Top of Supplied material
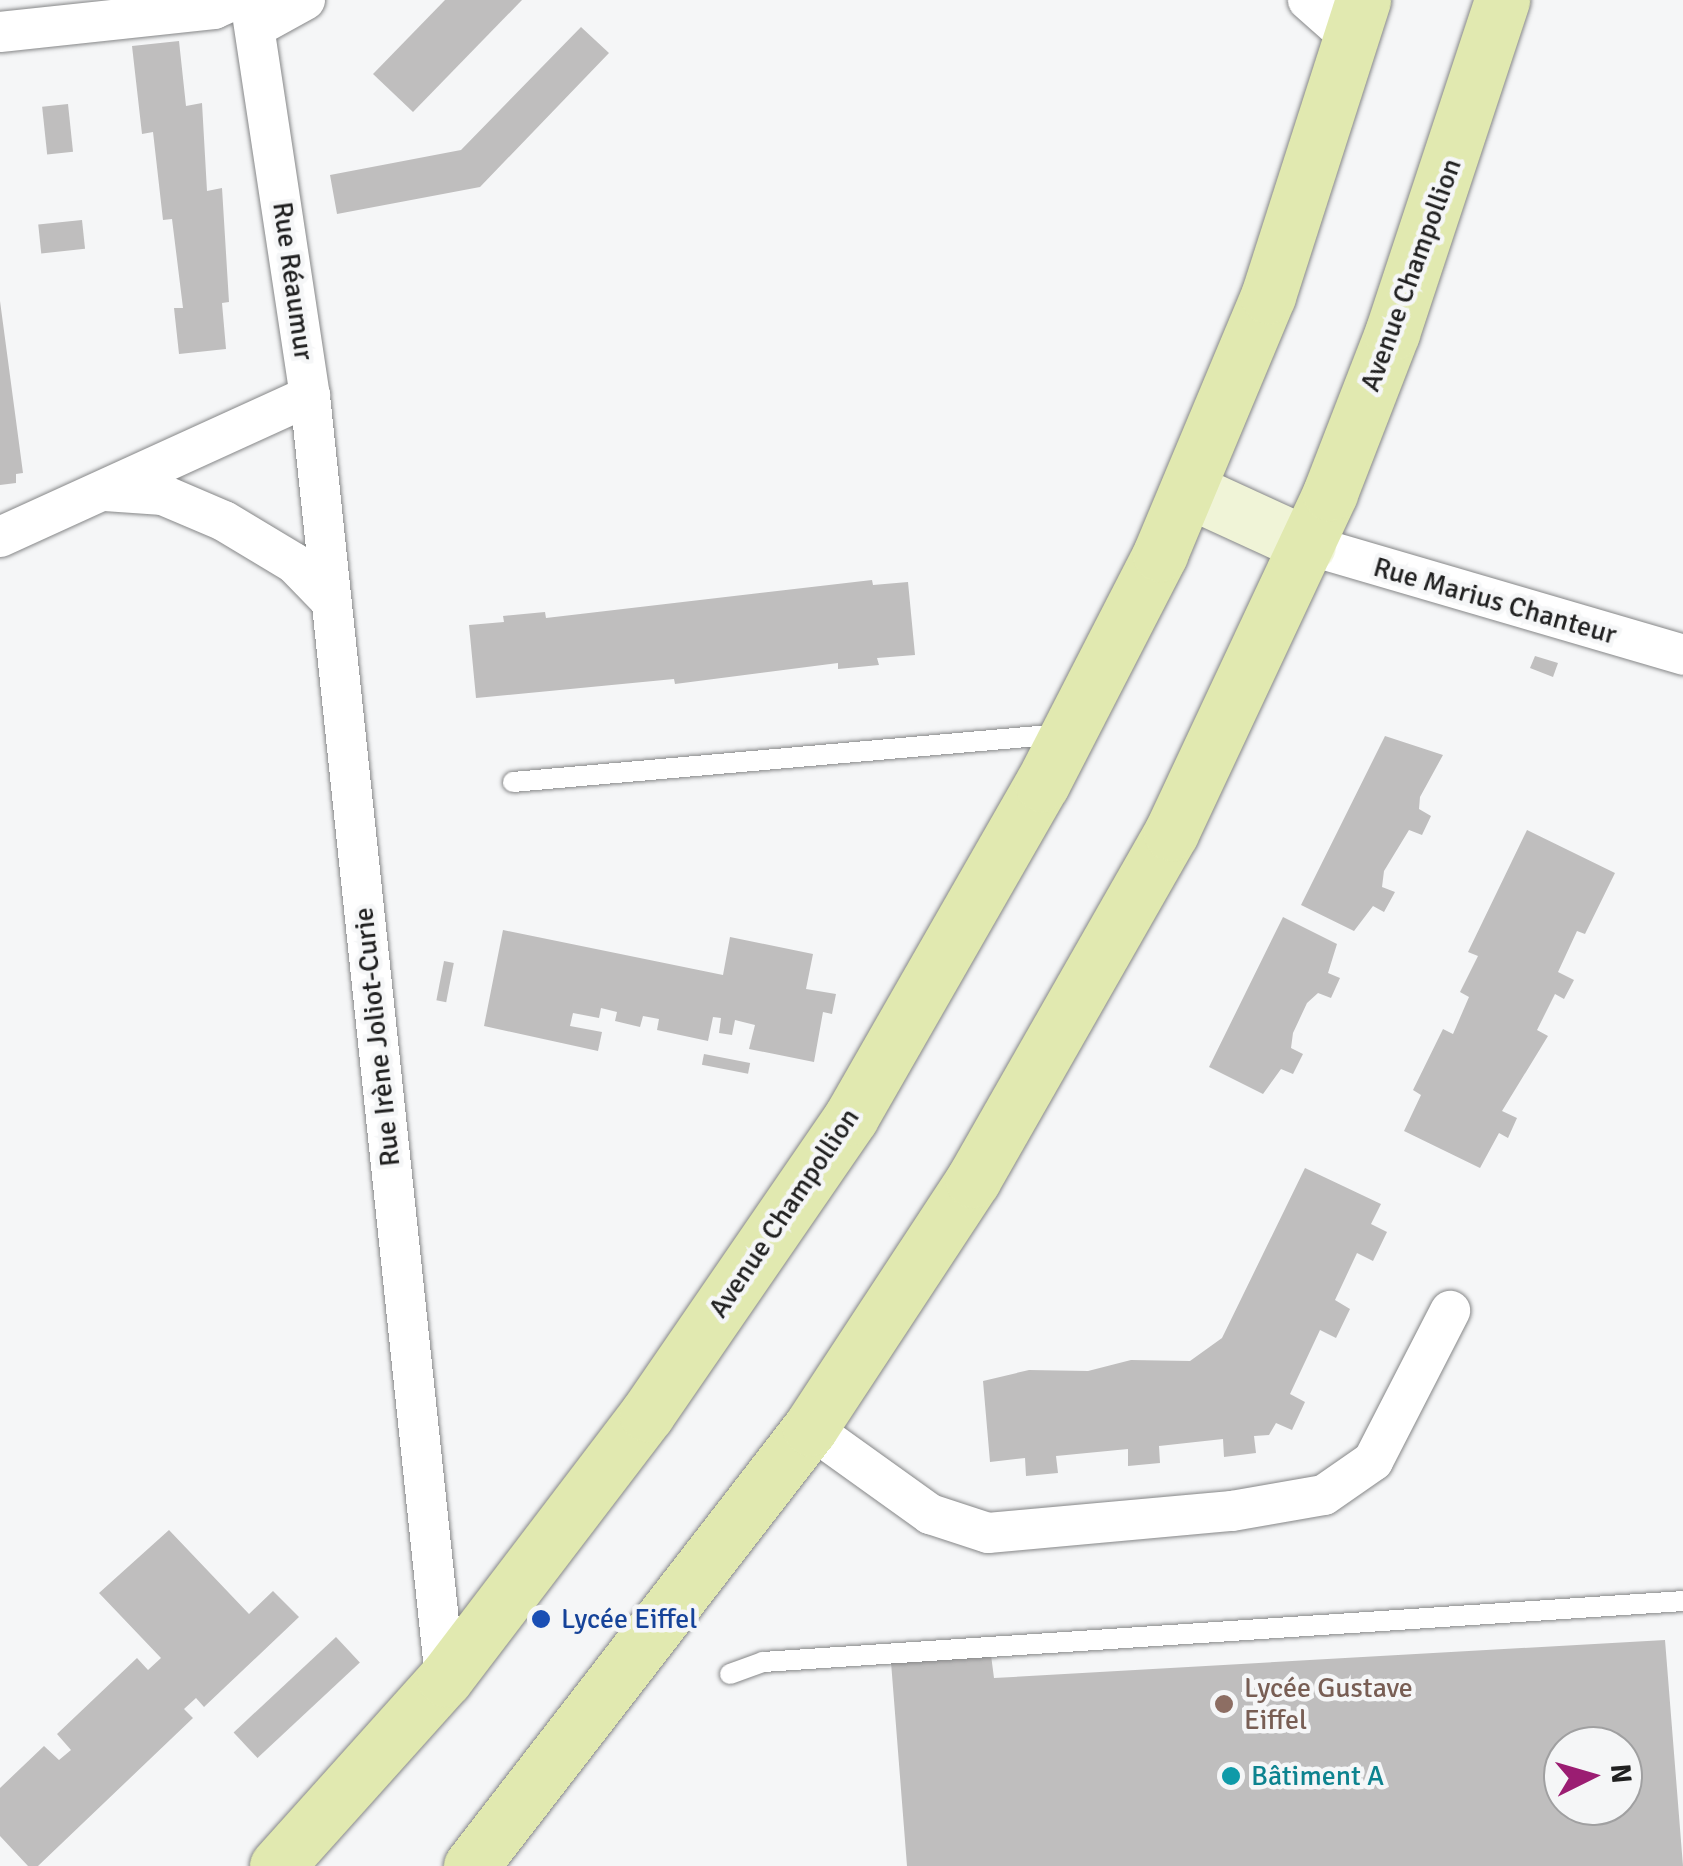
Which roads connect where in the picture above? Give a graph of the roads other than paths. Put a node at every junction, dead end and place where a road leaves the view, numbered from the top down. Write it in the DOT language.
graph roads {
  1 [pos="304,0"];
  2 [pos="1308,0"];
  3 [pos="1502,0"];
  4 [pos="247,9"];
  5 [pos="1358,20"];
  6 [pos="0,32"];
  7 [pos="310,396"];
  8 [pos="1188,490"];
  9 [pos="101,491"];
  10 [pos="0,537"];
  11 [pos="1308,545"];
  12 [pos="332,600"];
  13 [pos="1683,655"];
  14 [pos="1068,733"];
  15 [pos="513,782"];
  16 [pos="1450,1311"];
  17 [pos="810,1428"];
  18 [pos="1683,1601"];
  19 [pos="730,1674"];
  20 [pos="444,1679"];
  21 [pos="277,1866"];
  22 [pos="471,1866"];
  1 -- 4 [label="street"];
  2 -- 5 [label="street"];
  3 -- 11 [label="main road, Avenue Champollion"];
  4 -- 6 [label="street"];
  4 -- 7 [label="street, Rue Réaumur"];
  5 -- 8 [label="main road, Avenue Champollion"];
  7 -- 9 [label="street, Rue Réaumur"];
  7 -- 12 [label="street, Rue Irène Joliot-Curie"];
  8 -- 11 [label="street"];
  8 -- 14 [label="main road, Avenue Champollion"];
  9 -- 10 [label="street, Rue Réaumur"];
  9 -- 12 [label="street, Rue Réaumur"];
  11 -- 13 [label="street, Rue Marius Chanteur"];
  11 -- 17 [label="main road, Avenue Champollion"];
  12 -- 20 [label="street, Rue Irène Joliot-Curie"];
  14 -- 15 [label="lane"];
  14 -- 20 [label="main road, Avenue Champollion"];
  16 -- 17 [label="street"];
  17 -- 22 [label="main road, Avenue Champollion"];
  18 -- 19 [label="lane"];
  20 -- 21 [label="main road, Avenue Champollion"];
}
Bottom of Supplied material
▸ Exercise brief: Each entry should be transcribed exactly as given, with pictures omitted.

▸ Answer box:
Which roads connect where in the picture above? Give a graph of the roads other than paths. Put a node at every junction, dead end and place where a road leaves the view, numbered from the top down. Write it in the DOT language.
graph roads {
  1 [pos="304,0"];
  2 [pos="1308,0"];
  3 [pos="1502,0"];
  4 [pos="247,9"];
  5 [pos="1358,20"];
  6 [pos="0,32"];
  7 [pos="310,396"];
  8 [pos="1188,490"];
  9 [pos="101,491"];
  10 [pos="0,537"];
  11 [pos="1308,545"];
  12 [pos="332,600"];
  13 [pos="1683,655"];
  14 [pos="1068,733"];
  15 [pos="513,782"];
  16 [pos="1450,1311"];
  17 [pos="810,1428"];
  18 [pos="1683,1601"];
  19 [pos="730,1674"];
  20 [pos="444,1679"];
  21 [pos="277,1866"];
  22 [pos="471,1866"];
  1 -- 4 [label="street"];
  2 -- 5 [label="street"];
  3 -- 11 [label="main road, Avenue Champollion"];
  4 -- 6 [label="street"];
  4 -- 7 [label="street, Rue Réaumur"];
  5 -- 8 [label="main road, Avenue Champollion"];
  7 -- 9 [label="street, Rue Réaumur"];
  7 -- 12 [label="street, Rue Irène Joliot-Curie"];
  8 -- 11 [label="street"];
  8 -- 14 [label="main road, Avenue Champollion"];
  9 -- 10 [label="street, Rue Réaumur"];
  9 -- 12 [label="street, Rue Réaumur"];
  11 -- 13 [label="street, Rue Marius Chanteur"];
  11 -- 17 [label="main road, Avenue Champollion"];
  12 -- 20 [label="street, Rue Irène Joliot-Curie"];
  14 -- 15 [label="lane"];
  14 -- 20 [label="main road, Avenue Champollion"];
  16 -- 17 [label="street"];
  17 -- 22 [label="main road, Avenue Champollion"];
  18 -- 19 [label="lane"];
  20 -- 21 [label="main road, Avenue Champollion"];
}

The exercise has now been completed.